いまの自宅に引越ししていらい、はじめて、図書館というものにいき、カードを作って本を借
りてみた。音楽本の棚にいき、上の段の左から5冊を借りてみた(適当)
その中で一番面白そうなタイトルが、「ドビュッシーとピアノ曲」だった。
著者は、マルグリット・ロンさん。女性。ドビュッシーからたくさんレッスン受
けた方みたい。レッスンのときの会話や、サロンでの会話が、たくさんのってい
た。
一気に読んだわけですが。特に印象的だったのをひとつ。
マルグリットさんが、1917年に、「練習曲」と「喜びの島」のおさらいをドビュッシーとしていたときの会話。
そのときには、ドビュッシーの友人であった詩人トゥーレ夫妻もいらしたらしい。
1917年という年は、この「練習曲」が作られた年でもあり、ドビュッシーの病気がさらに重くなっていった悲劇の年でもあるらしい。
レッスン(指導)を受けて、ピアノをひきっぱなしで疲れていたマルグリットさんに、ドビュッシーがいった言葉。
「こんなにびしびしやろうとするのを許してくださいよ。

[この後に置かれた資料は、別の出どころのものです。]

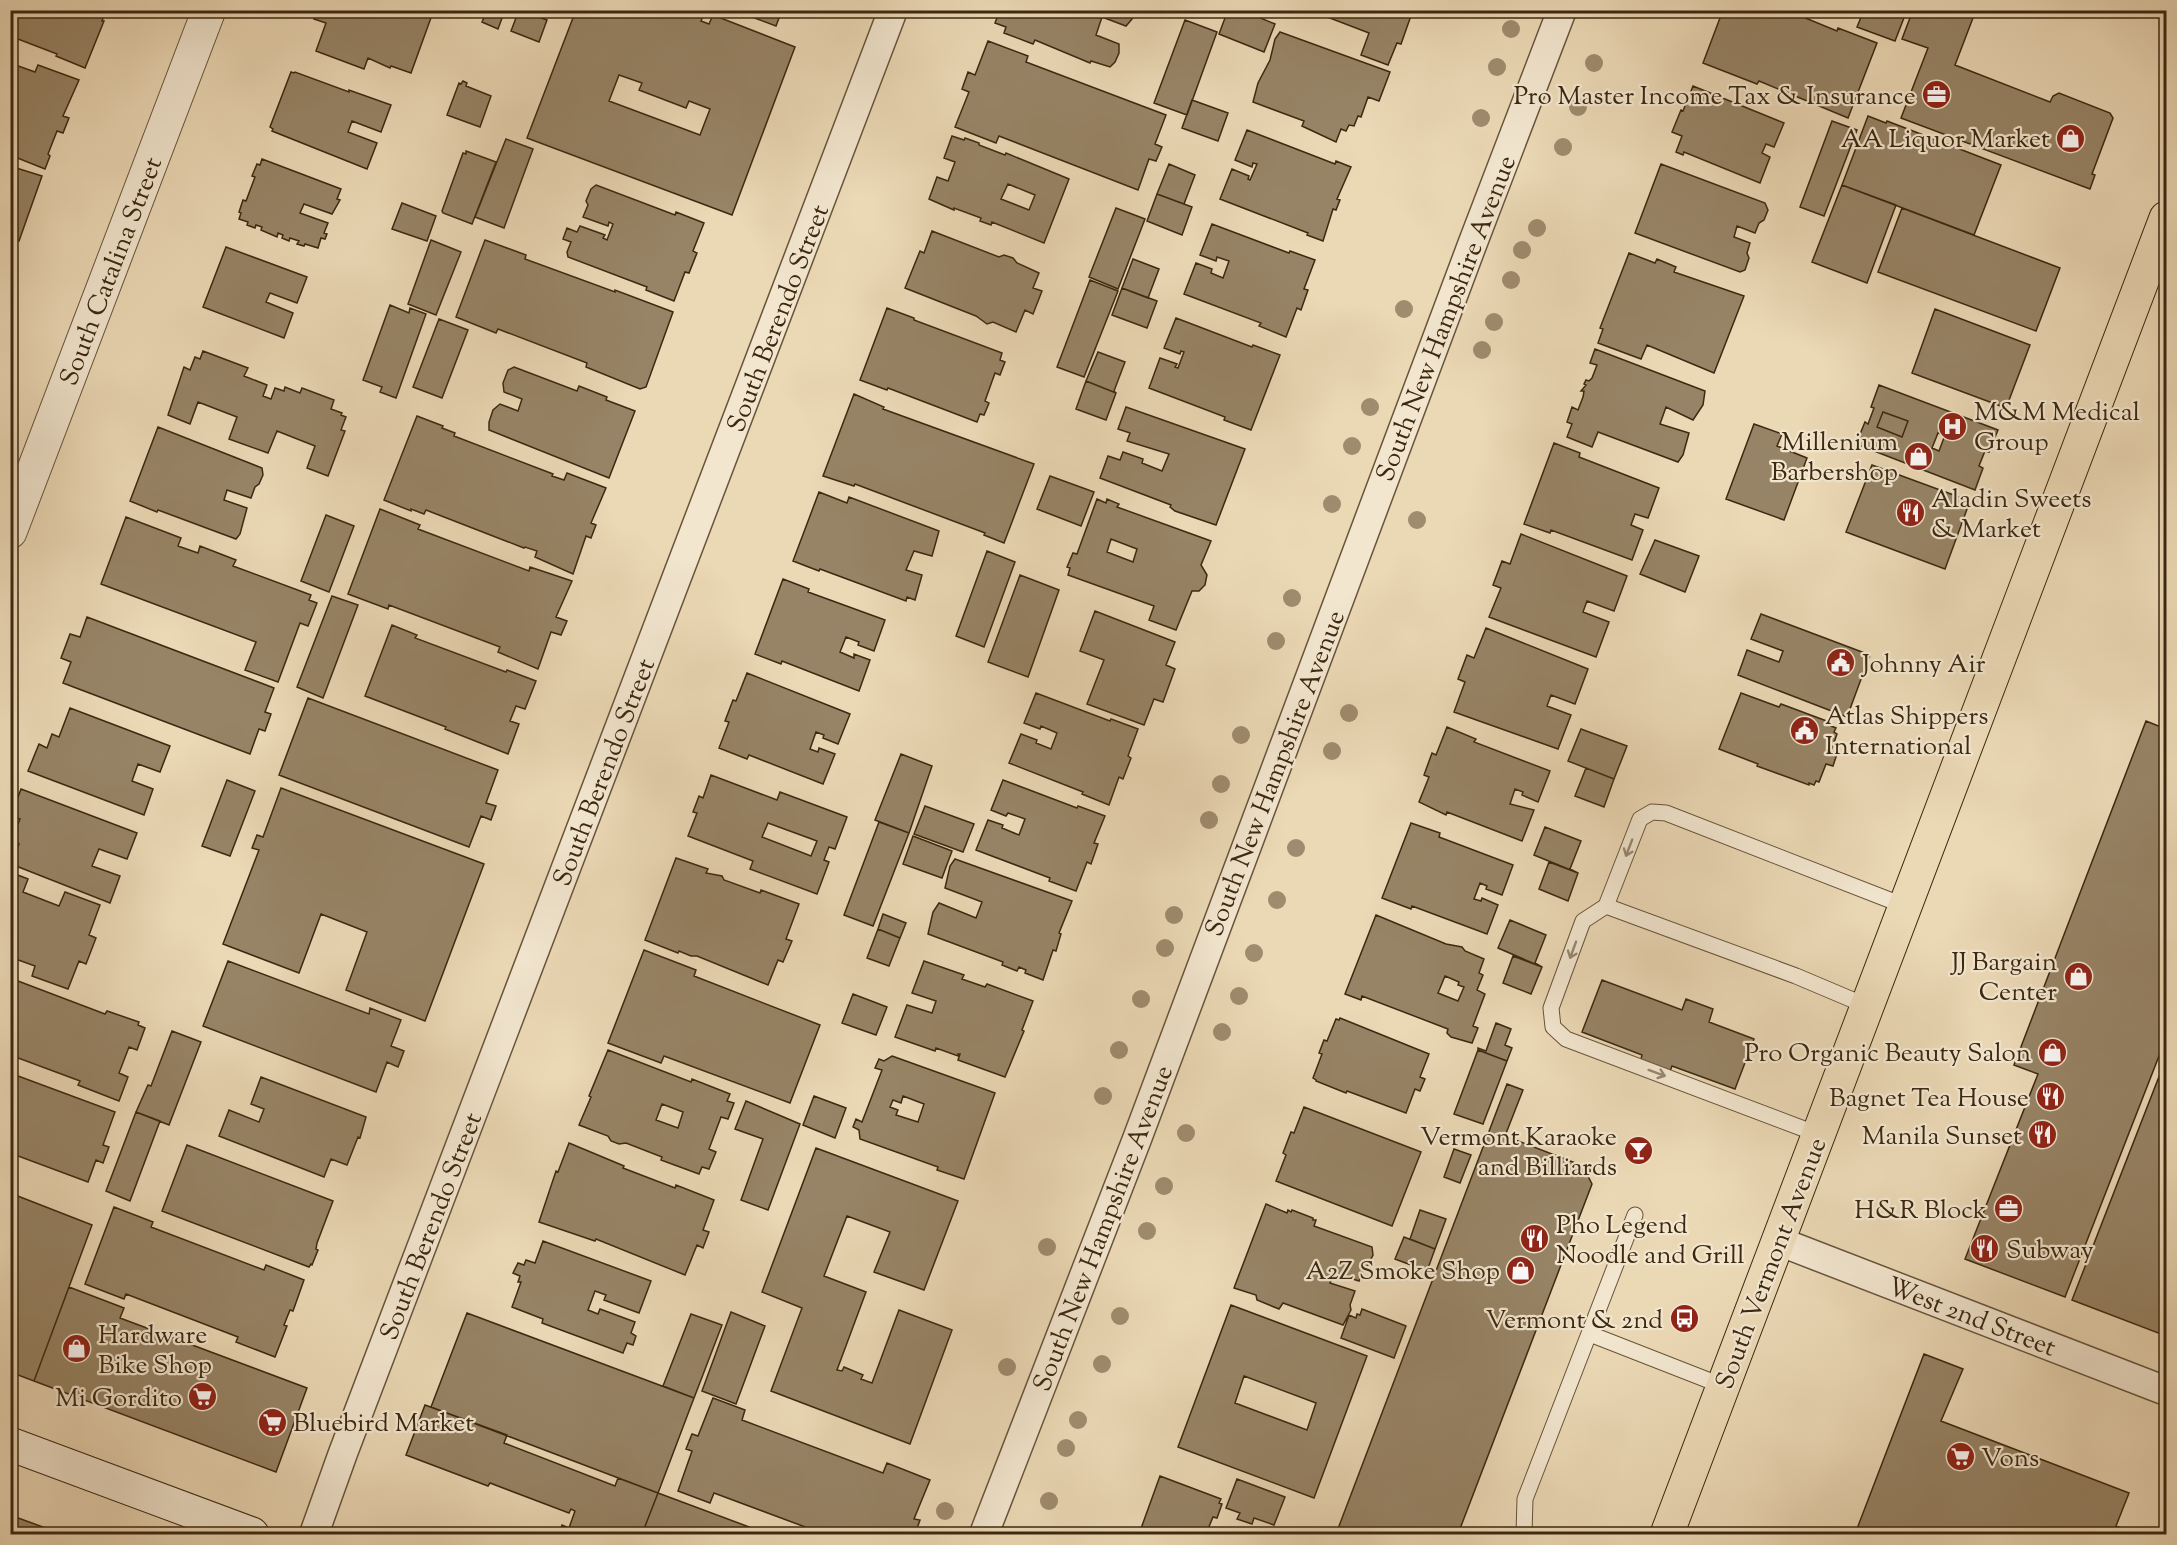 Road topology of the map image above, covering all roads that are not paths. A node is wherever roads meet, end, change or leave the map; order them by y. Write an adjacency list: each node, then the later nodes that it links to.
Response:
1 (209, 10): 5 (street, South Catalina Street)
2 (893, 10): 17 (street, South Berendo Street)
3 (1562, 10): 18 (street, South New Hampshire Avenue)
4 (2166, 218): 7 (main road, South Vermont Avenue)
5 (10, 532)
6 (1606, 906): 7 (lane, one-way to 6); 8 (lane); 9 (lane, one-way to 9)
7 (1905, 906): 8 (main road, South Vermont Avenue)
8 (1867, 1006): 9 (main road, South Vermont Avenue)
9 (1820, 1134): 11 (main road, South Vermont Avenue)
10 (1635, 1215): 12 (lane)
11 (1778, 1241): 13 (main road, South Vermont Avenue); 14 (street, West 2nd Street)
12 (1590, 1334): 13 (lane); 19 (lane)
13 (1723, 1386): 20 (main road, South Vermont Avenue)
14 (2166, 1391)
15 (10, 1444): 16 (street)
16 (252, 1534)
17 (314, 1534)
18 (984, 1534)
19 (1524, 1534)
20 (1667, 1534) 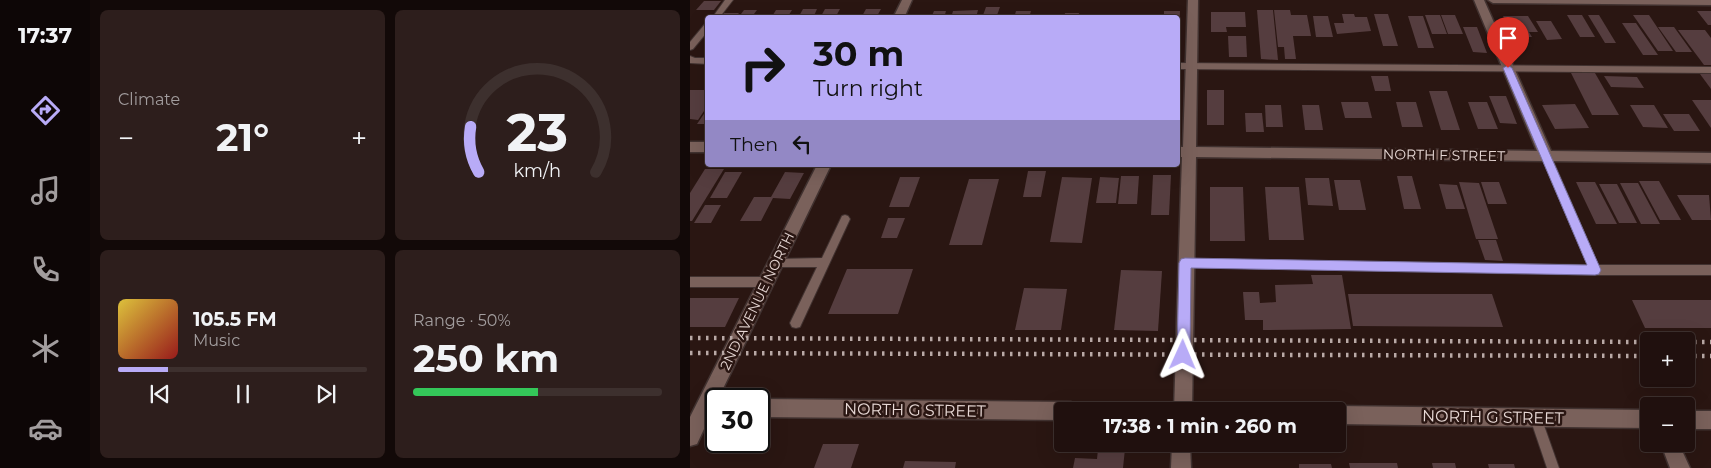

わかっているだろうが、
私がこの世からいなくなったときに、私の思っていたことを正しく知っているも
のが残ることになるのだからね」
なんといったらいいのだろう。思わずここで涙が出ました。
私は、もちろんそういう偉大な作曲家と比べられない立場だけれど、それでも私
の生んだ子供たち(曲たち)のことを、誰がしっているのだろうと。
私が死んだら、この子供たちを作ったときの想いは、だれにも残っていかないの
だろうかと。悲しくなった。
作ったときの心境や、想いは、そういえば、誰にもいったことなかったなと。
本を読みながら、衝撃をうけた。
いつか、誰かに、この想いを伝えることが出来るのだろうか。